2021年04月20日 公開 2022年10月06日 更新

拡大が止まらない「所得格差」…カール・マルクスが大著に込めた“願い”

ビジネス書を中心に1冊10分で読める本の要約をお届けしているサービス「flier(フライヤー)」(https://www.flierinc.com/)。
こちらで紹介している本の中から、特にワンランク上のビジネスパーソンを目指す方に読んでほしい一冊を、CEOの大賀康史がチョイス。

今回、紹介するのは『資本論』(カール・マルクス(著)、大月書店)。イギリスの産業革命後に、急拡大した"資本主義"経済。19世紀後半頃から、資本家と労働者の格差が浮き彫りになったことを受けて、思想家のカール・マルクスが資本主義を分析し、問題点を論じた一冊だ。

この本がビジネスパーソンにとってどう重要なのか。何を学ぶべきなのか。詳細に解説する。

 

NHK「100分de名著」で取り上げられ、見直される大著 

大賀康 『資本論』カール・マルクス著

カール・マルクス。19世紀を代表する作品とも言える『資本論』や『共産党宣言』の著者で、共産主義のイデオロギーの源になった人物とも言われています。

20世紀に共産主義そのものは衰退している一方で、今も残る思想のため、触れることが難しい本でもあります。

マルクスの主著『資本論』では、共産主義という言葉そのものはほとんど語られず、主に労働の集積としての価値の定義、資本の性質、資本家の特性というような資本主義の原理が考察されている本だと言えます。

資本主義が導く経済の発展にともない、貧困率は大幅に減りました。世界銀行の統計によると、1990年時点で36%だった貧困率は2015年には10%にまで改善しています。

一方で、国連の報告書から、同時期に先進国を中心とした世界の3分の2の国で所得格差が広がっているようです。貧困率が改善と、不平等の拡大が同時に起きています。

この不平等の拡大が資本主義の泣き所になっていて、批判を集めやすい箇所です。
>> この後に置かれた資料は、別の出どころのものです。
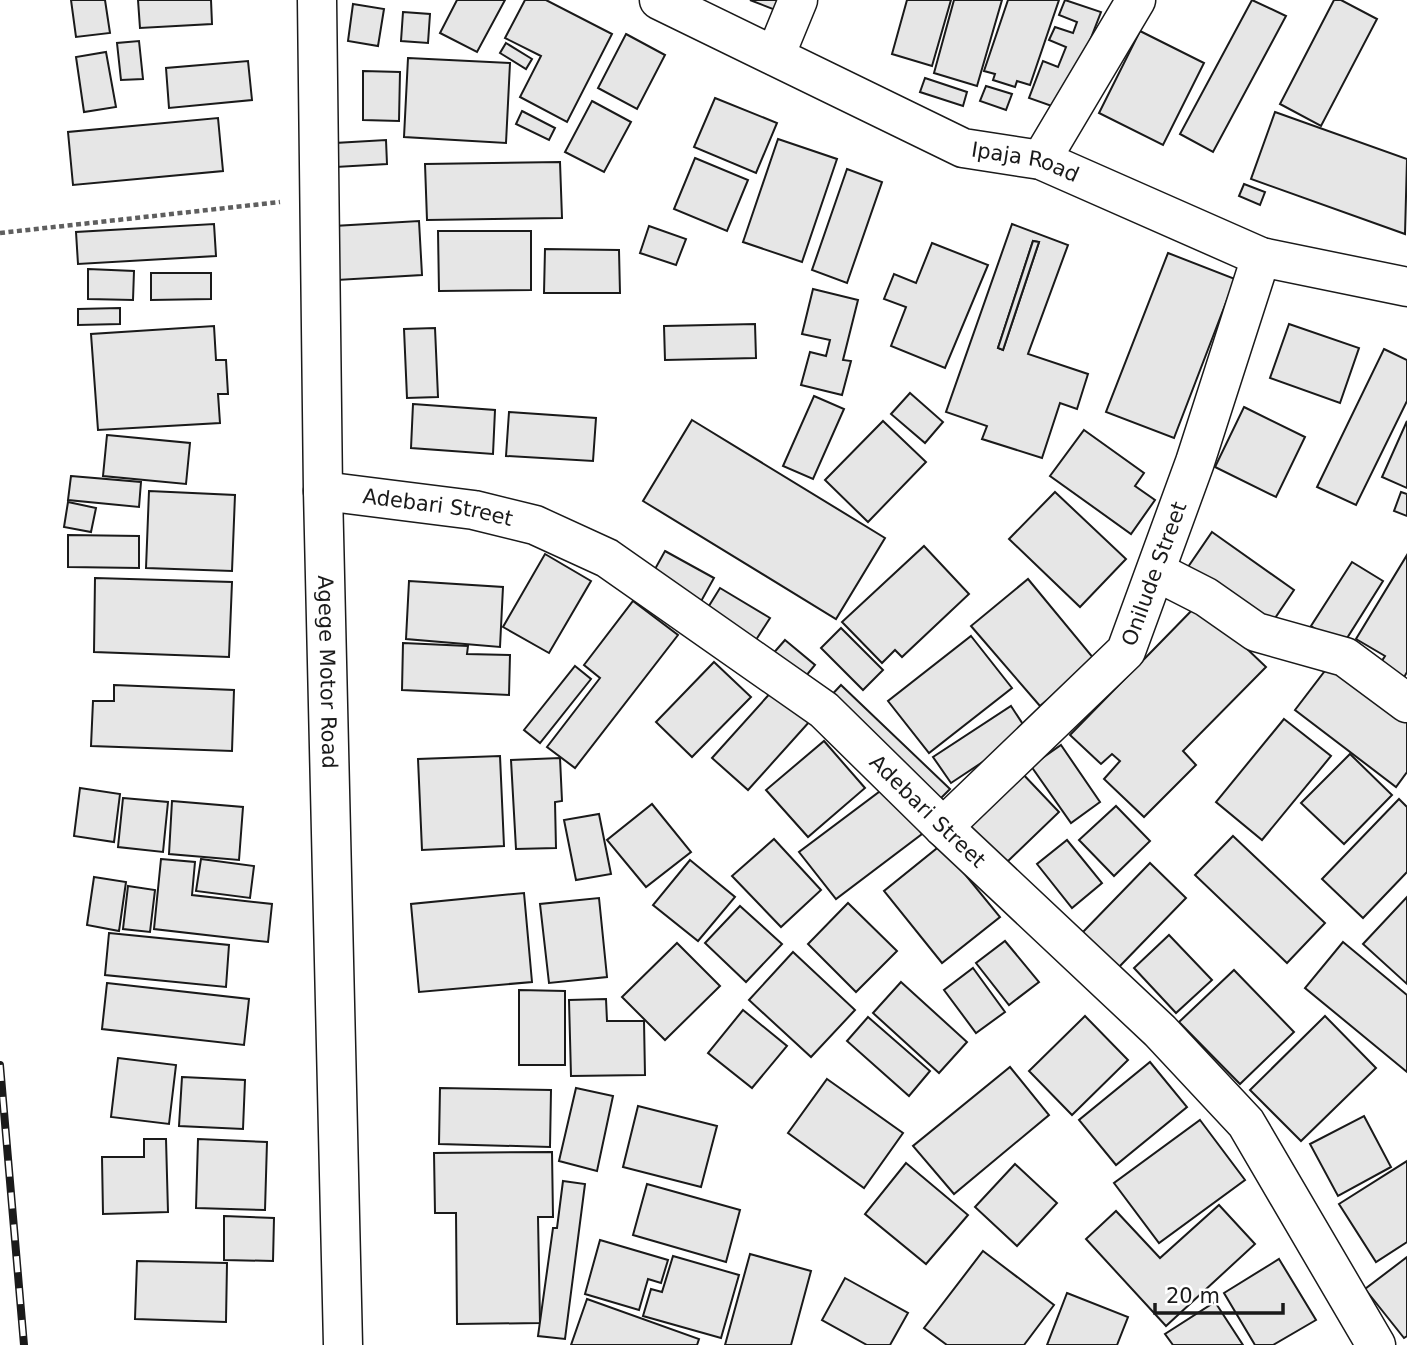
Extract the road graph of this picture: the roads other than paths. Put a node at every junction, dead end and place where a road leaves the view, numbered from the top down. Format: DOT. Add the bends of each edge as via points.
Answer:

その痛い所の構造も、本書『資本論』は明らかにしていきます。

 

カール・マルクスの生涯

マルクスはどのような人だったのか、簡単に紹介します。

マルクスは1818年、プロイセン王国(現ドイツ)の西端のトリーアで生まれます。父はユダヤ教ラビ(宗教的指導者)の弁護士、母はオランダ出身のユダヤ教徒で、マルクスは第3子でした。6歳のときに、家族とともにプロテスタントに改宗します。

その後ボン大学とベルリン大学で、法学を学んでいきます。ただ、法学には興味があまりなかったようで、徐々に哲学に軸足を移していきます。その頃、他の裕福な家庭の子供以上のお金を使い、借金までしていたので、放蕩息子とも言えるような生活を送っています。

ヘーゲル哲学を解説しながらも、革命の思想を込めた本の出版にも関わることで、政府から危険視され、教授職や官職への道が閉ざされます。

そして、ジャーナリストを務めながら本の執筆を行い、次第に共産主義の思想を強め、革命運動に関わっていきます。プロイセン政府から目を付けられたため、無国籍者になって各地を動き回ります。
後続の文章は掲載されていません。